What the task requires:
Find every line in the records below that holds the word "bridge" and copy it.

Working data:
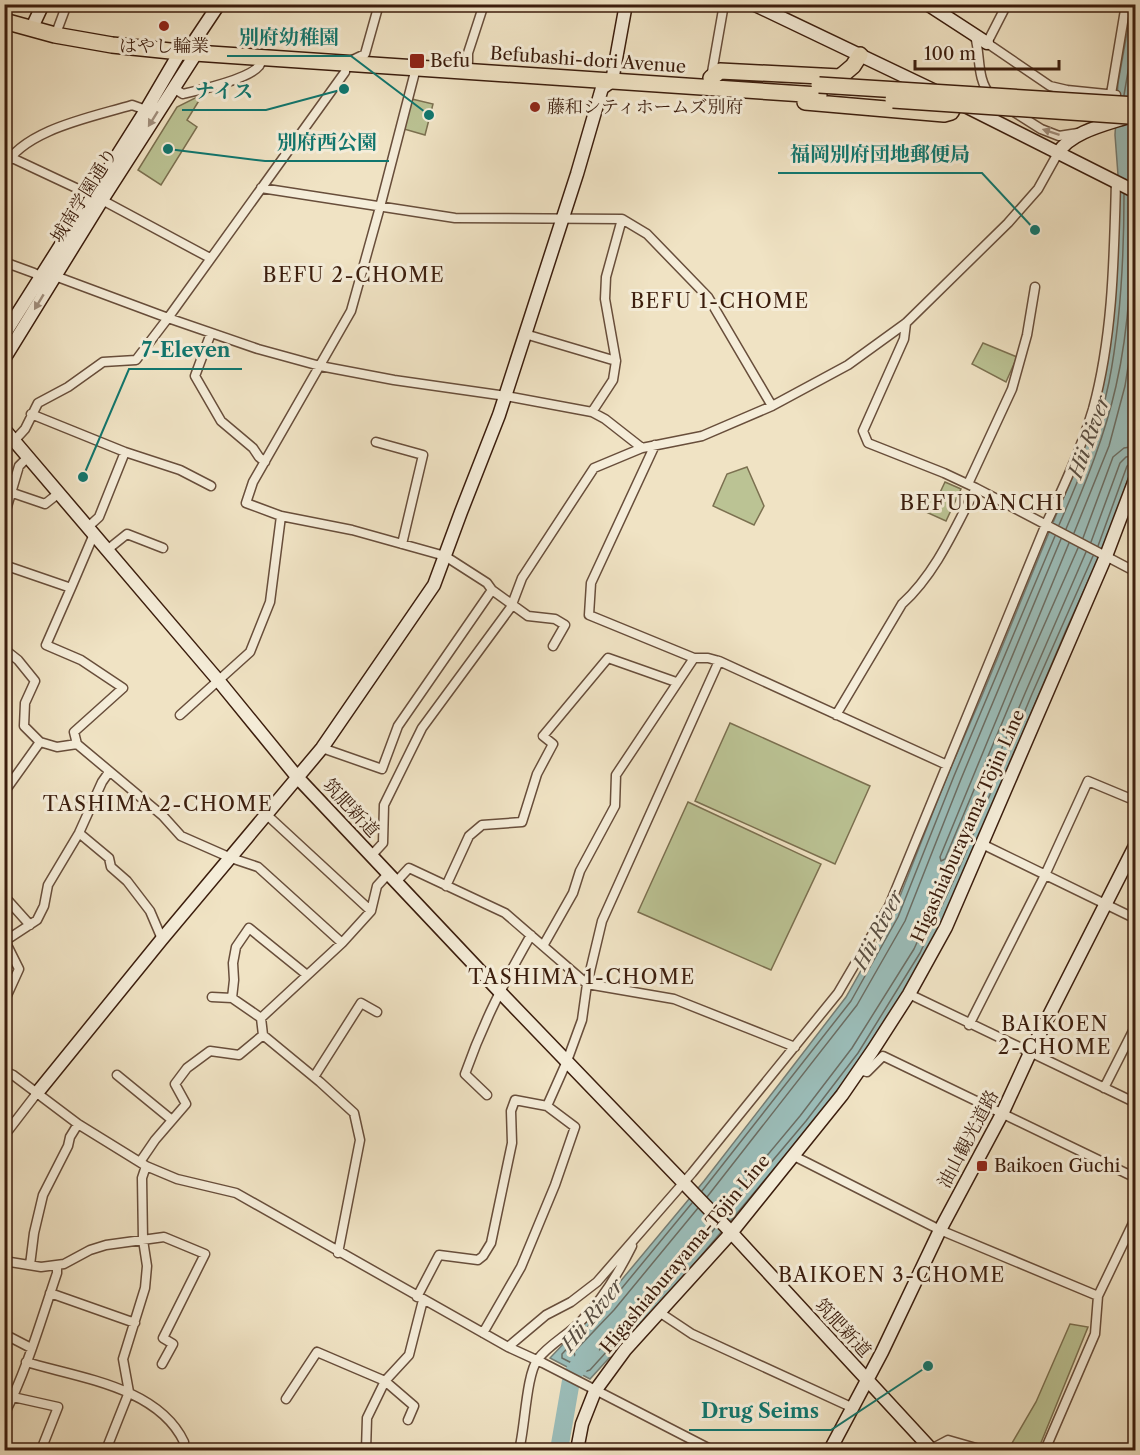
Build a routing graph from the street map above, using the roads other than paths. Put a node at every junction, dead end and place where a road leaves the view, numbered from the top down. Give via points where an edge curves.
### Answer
1 (44, 4) edge
2 (67, 4) edge
3 (219, 4) edge
4 (379, 4) edge
5 (484, 4) edge
6 (626, 4) edge
7 (724, 4) edge
8 (753, 4) edge
9 (927, 4) edge
10 (1007, 4) edge
11 (1125, 4) edge
12 (4, 13) edge
13 (4, 21) edge
14 (35, 21) junction
15 (58, 28) junction
16 (975, 36) junction
17 (987, 43) junction
18 (190, 49) junction
19 (365, 54) junction
20 (860, 55) junction
21 (262, 57) junction
22 (468, 62) junction
23 (346, 63) junction
24 (416, 68) junction
25 (612, 76) junction
26 (711, 78) junction
27 (173, 88) junction
28 (819, 90) junction
29 (756, 92) junction
30 (1113, 94) junction
31 (956, 102) junction
32 (146, 110) junction
33 (1134, 110) edge
34 (1088, 132) junction
35 (1058, 153) junction
36 (10, 157) junction
37 (4, 166) edge
38 (1116, 182) junction
39 (261, 188) junction
40 (1136, 192) edge
41 (97, 198) junction
42 (380, 207) junction
43 (562, 217) junction
44 (622, 219) junction
45 (210, 258) junction
46 (4, 262) edge
47 (55, 276) junction
48 (41, 277) junction
49 (1035, 287) dead end
50 (168, 318) junction
51 (906, 323) junction
52 (211, 333) junction
53 (525, 334) junction
54 (4, 335) edge
55 (4, 358) edge
56 (616, 361) junction
57 (320, 366) junction
58 (506, 396) junction
59 (772, 406) junction
60 (592, 412) junction
61 (31, 414) junction
62 (4, 429) edge
63 (14, 441) junction
64 (376, 442) dead end
65 (655, 445) junction
66 (642, 448) junction
67 (126, 452) junction
68 (27, 458) junction
69 (265, 462) junction
70 (1136, 477) edge
71 (211, 486) dead end
72 (972, 486) junction
73 (8, 491) edge
74 (59, 493) junction
75 (281, 516) junction
76 (4, 517) edge
77 (1048, 525) junction
78 (91, 531) junction
79 (402, 544) junction
80 (163, 548) dead end
81 (107, 550) junction
82 (1104, 555) junction
83 (445, 556) junction
84 (4, 565) edge
85 (1136, 572) edge
86 (71, 588) junction
87 (492, 590) junction
88 (512, 603) junction
89 (553, 646) dead end
90 (4, 649) edge
91 (694, 658) junction
92 (719, 661) junction
93 (218, 680) junction
94 (676, 682) junction
95 (180, 715) dead end
96 (836, 715) junction
97 (39, 742) junction
98 (77, 744) junction
99 (322, 748) junction
100 (947, 765) junction
101 (109, 771) junction
102 (298, 778) junction
103 (5, 790) edge
104 (1136, 801) edge
105 (267, 815) junction
106 (79, 833) junction
107 (982, 844) junction
108 (1136, 844) edge
109 (371, 856) junction
110 (231, 858) junction
111 (1045, 875) junction
112 (392, 878) junction
113 (446, 886) junction
114 (4, 896) edge
115 (1105, 904) junction
116 (371, 911) junction
117 (1136, 919) edge
118 (30, 925) junction
119 (531, 935) junction
120 (162, 939) junction
121 (5, 941) edge
122 (342, 943) junction
123 (543, 946) junction
124 (307, 975) junction
125 (587, 984) junction
126 (499, 991) junction
127 (909, 994) junction
128 (212, 997) dead end
129 (232, 998) junction
130 (4, 1002) edge
131 (377, 1012) dead end
132 (261, 1018) junction
133 (969, 1025) junction
134 (1136, 1025) edge
135 (263, 1035) junction
136 (795, 1047) junction
137 (1030, 1053) junction
138 (567, 1061) junction
139 (859, 1070) junction
140 (4, 1071) edge
141 (117, 1075) dead end
142 (314, 1077) junction
143 (1104, 1088) junction
144 (37, 1093) junction
145 (487, 1095) dead end
146 (1136, 1103) edge
147 (547, 1106) junction
148 (1002, 1114) junction
149 (172, 1120) junction
150 (78, 1124) junction
151 (4, 1136) edge
152 (792, 1155) junction
153 (143, 1164) junction
154 (1136, 1178) edge
155 (683, 1184) junction
156 (1136, 1217) edge
157 (940, 1230) junction
158 (730, 1231) junction
159 (637, 1236) junction
160 (143, 1240) junction
161 (338, 1252) junction
162 (4, 1262) edge
163 (30, 1265) junction
164 (57, 1265) junction
165 (50, 1293) junction
166 (1098, 1296) junction
167 (420, 1299) junction
168 (659, 1312) junction
169 (135, 1323) junction
170 (483, 1333) junction
171 (4, 1334) edge
172 (508, 1347) junction
173 (31, 1348) junction
174 (26, 1362) junction
175 (540, 1362) junction
176 (162, 1364) dead end
177 (867, 1380) junction
178 (385, 1381) junction
179 (590, 1389) junction
180 (129, 1392) junction
181 (14, 1397) junction
182 (286, 1398) dead end
183 (851, 1407) junction
184 (4, 1415) edge
185 (408, 1420) dead end
186 (41, 1450) edge
187 (106, 1450) edge
188 (182, 1450) edge
189 (366, 1450) edge
190 (519, 1450) edge
191 (577, 1450) edge
192 (709, 1450) edge
193 (830, 1450) edge
194 (932, 1450) edge
195 (982, 1450) edge
196 (1045, 1450) edge

1 - 14 street
2 - 15 street
3 - 18 street
4 - 19 street
5 - 22 street
6 - 25 street
7 - 26 street
8 - 20 street
9 - 16 street
10 - 17 street
11 - 30 street
12 - 14 highway, Befubashi-dori Avenue
13 - 18 highway, Befubashi-dori Avenue via 101,43
14 - 15 highway, Befubashi-dori Avenue
15 - 18 highway, Befubashi-dori Avenue
16 - 17 street
34 -> 16 street via 1059,136 995,100 984,85
17 - 30 street via 1050,86
18 - 19 highway, Befubashi-dori Avenue
18 - 21 highway, Befubashi-dori Avenue
18 - 27 street, 城南学園通り
18 - 32 street, 城南学園通り
19 - 22 highway, Befubashi-dori Avenue
19 - 23 street
20 - 26 highway via 840,77 720,71
20 - 31 street
21 - 23 highway, Befubashi-dori Avenue
21 - 27 street via 260,65 249,73 216,86 183,94
22 - 25 highway, Befubashi-dori Avenue
23 - 24 highway, Befubashi-dori Avenue
23 - 39 street via 345,72
24 - 25 highway, Befubashi-dori Avenue
24 - 42 street
25 - 26 highway, Befubashi-dori Avenue
25 - 29 highway, Befubashi-dori Avenue
25 - 43 street via 602,88
26 - 28 highway, Befubashi-dori Avenue
27 -> 41 street, 城南学園通り
28 - 29 highway, Befubashi-dori Avenue
28 - 33 highway, Befubashi-dori Avenue, bridge
29 - 31 highway via 777,100 944,114 951,112
30 - 33 street
31 - 35 street
32 - 36 street via 132,105 56,129 32,138
32 - 41 street, 城南学園通り
33 - 34 street, bridge
34 - 35 street via 1063,144
35 - 38 street
35 - 51 street via 1038,189 1008,223
36 - 37 street
36 - 41 street
38 - 40 street
38 - 77 street via 1103,365 1076,458
39 - 42 street
39 - 45 street
41 - 45 street
41 - 47 street, 城南学園通り
41 - 48 street, 城南学園通り
42 - 43 street via 455,218
42 - 57 street via 351,311
43 - 44 street
43 - 53 street
44 - 56 street via 606,277 605,299
44 - 59 street via 647,234 708,297
45 - 50 street
46 - 48 street
47 - 50 street
47 -> 55 street, 城南学園通り
48 - 54 street, 城南学園通り
49 - 72 street via 1012,389
50 - 52 street
50 - 61 street via 136,360 103,362 38,403
51 - 59 street via 848,365
51 - 72 street via 904,339 863,431 868,443
52 - 57 street
52 - 69 street via 195,376 221,421
53 - 56 street
53 - 58 street
56 - 60 street via 613,380
57 - 58 street
57 - 69 street
58 - 60 street
58 - 83 street
59 - 65 street via 702,436
60 - 66 street
61 - 63 street
61 - 67 street
62 - 63 street, 筑肥新道
63 - 68 street, 筑肥新道
64 - 79 street via 423,455
65 - 66 street
65 - 91 street via 591,583 589,615
66 - 88 street via 594,468 522,578
67 - 71 street via 180,470
67 - 78 street
68 - 73 street
68 - 74 street, 筑肥新道
69 - 75 street via 246,503
70 - 82 street, Higashiaburayama-Tōjin Line
72 - 77 street
72 - 96 street via 943,550 918,590 902,604
73 - 74 street via 45,504
73 - 76 street
74 - 78 street, 筑肥新道
75 - 79 street
75 - 93 street via 270,602 250,652
77 - 82 street
77 - 100 street
78 - 81 street, 筑肥新道
78 - 86 street
79 - 83 street
80 - 81 street via 127,534
81 - 93 street, 筑肥新道
82 - 85 street
82 - 107 street, Higashiaburayama-Tōjin Line
83 - 87 street
83 - 99 street via 434,585
84 - 86 street
86 - 98 street via 46,645 81,660 123,688 74,732
87 - 88 street
87 - 99 street via 398,726 382,769
88 - 89 street via 528,616 555,619 565,625
88 - 109 street via 422,728 384,805 383,843
90 - 97 street via 35,681 25,703 24,726
91 - 92 street
91 - 94 street
92 - 96 street
92 - 125 street via 602,921
93 - 95 street
93 - 102 street, 筑肥新道
94 - 113 street via 608,658 543,736 553,744 537,774 522,822 482,825 469,836
94 - 123 street via 616,776 615,806
96 - 100 street
97 - 98 street via 57,747
97 - 103 street
98 - 101 street
99 - 102 street
100 - 136 street via 889,906 838,993
101 - 106 street
101 - 110 street via 182,836
102 - 105 street
102 - 109 street, 筑肥新道
104 - 111 street via 1088,781
105 - 110 street
105 - 116 street
106 - 118 street via 48,885 37,920
106 - 120 street via 109,858 111,867 150,911
107 - 111 street
107 - 127 street, Higashiaburayama-Tōjin Line via 946,927
108 - 115 street, 油山観光道路
109 - 112 street, 筑肥新道
110 - 120 street
110 - 122 street via 258,867
111 - 115 street
111 - 133 street
112 - 113 street via 409,868
112 - 116 street via 377,886
112 - 126 street, 筑肥新道
113 - 119 street via 505,913
114 - 118 street
115 - 117 street
115 - 137 street, 油山観光道路
116 - 122 street
118 - 121 street
119 - 123 street
119 - 126 street
120 - 144 street
121 - 130 street via 19,969
122 - 124 street
123 - 125 street
124 - 129 street via 249,928 236,947
124 - 132 street
125 - 136 street via 674,999
125 - 138 street via 582,1020
126 - 138 street, 筑肥新道
126 - 145 street via 465,1074
127 - 133 street
127 - 139 street, Higashiaburayama-Tōjin Line
128 - 129 street
129 - 132 street
131 - 142 street via 361,1003
132 - 135 street
133 - 137 street
134 - 143 street
135 - 142 street
135 - 149 street via 239,1055 210,1050 187,1068 175,1084 186,1104
136 - 155 street
137 - 143 street
137 - 148 street, 油山観光道路
138 - 147 street
138 - 155 street, 筑肥新道
139 - 148 street via 867,1072 883,1056
139 - 152 street, Higashiaburayama-Tōjin Line
140 - 144 street
141 - 149 street
142 - 161 street via 354,1113 360,1140
143 - 146 street
144 - 150 street
144 - 151 street
147 - 167 street via 515,1101 511,1111 512,1143 491,1243 478,1260 439,1255
147 - 170 street via 575,1127 521,1267
148 - 154 street
148 - 157 street, 油山観光道路
149 - 153 street
150 - 153 street
150 - 163 street via 43,1195
152 - 157 street
152 - 158 street, Higashiaburayama-Tōjin Line
153 - 160 street
153 - 161 street via 177,1179 236,1193
155 - 158 street, 筑肥新道
155 - 159 street
156 - 166 street
157 - 166 street
157 - 177 street, 油山観光道路
158 - 168 street, Higashiaburayama-Tōjin Line
158 - 177 street, 筑肥新道
159 - 172 street via 597,1282 546,1315
159 - 175 street via 621,1269 599,1300
160 - 164 street via 106,1245
160 - 169 street via 145,1288
160 - 176 street via 164,1237 205,1254 163,1338 174,1344
161 - 167 street
162 - 163 street
163 - 164 street
164 - 165 street
165 - 169 street
165 - 173 street
166 - 196 street via 1095,1334
167 - 170 street
167 - 178 street via 409,1355
168 - 179 street, Higashiaburayama-Tōjin Line
168 - 183 street via 692,1334
169 - 180 street via 123,1359
170 - 172 street
171 - 173 street
172 - 175 street
173 - 174 street
174 - 180 street
174 - 181 street
175 - 179 street
175 - 190 street via 531,1379
177 - 183 street, 油山観光道路
177 - 194 street, 筑肥新道
178 - 182 street via 317,1352
178 - 185 street via 414,1406
178 - 189 street via 367,1418
179 - 191 street, Higashiaburayama-Tōjin Line
179 - 192 street
180 - 187 street
180 - 188 street via 167,1416 184,1442
181 - 184 street
181 - 186 street via 58,1407
183 - 193 street, 油山観光道路
194 - 195 street via 948,1440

Solution for this problem:
28 - 33 highway, Befubashi-dori Avenue, bridge
33 - 34 street, bridge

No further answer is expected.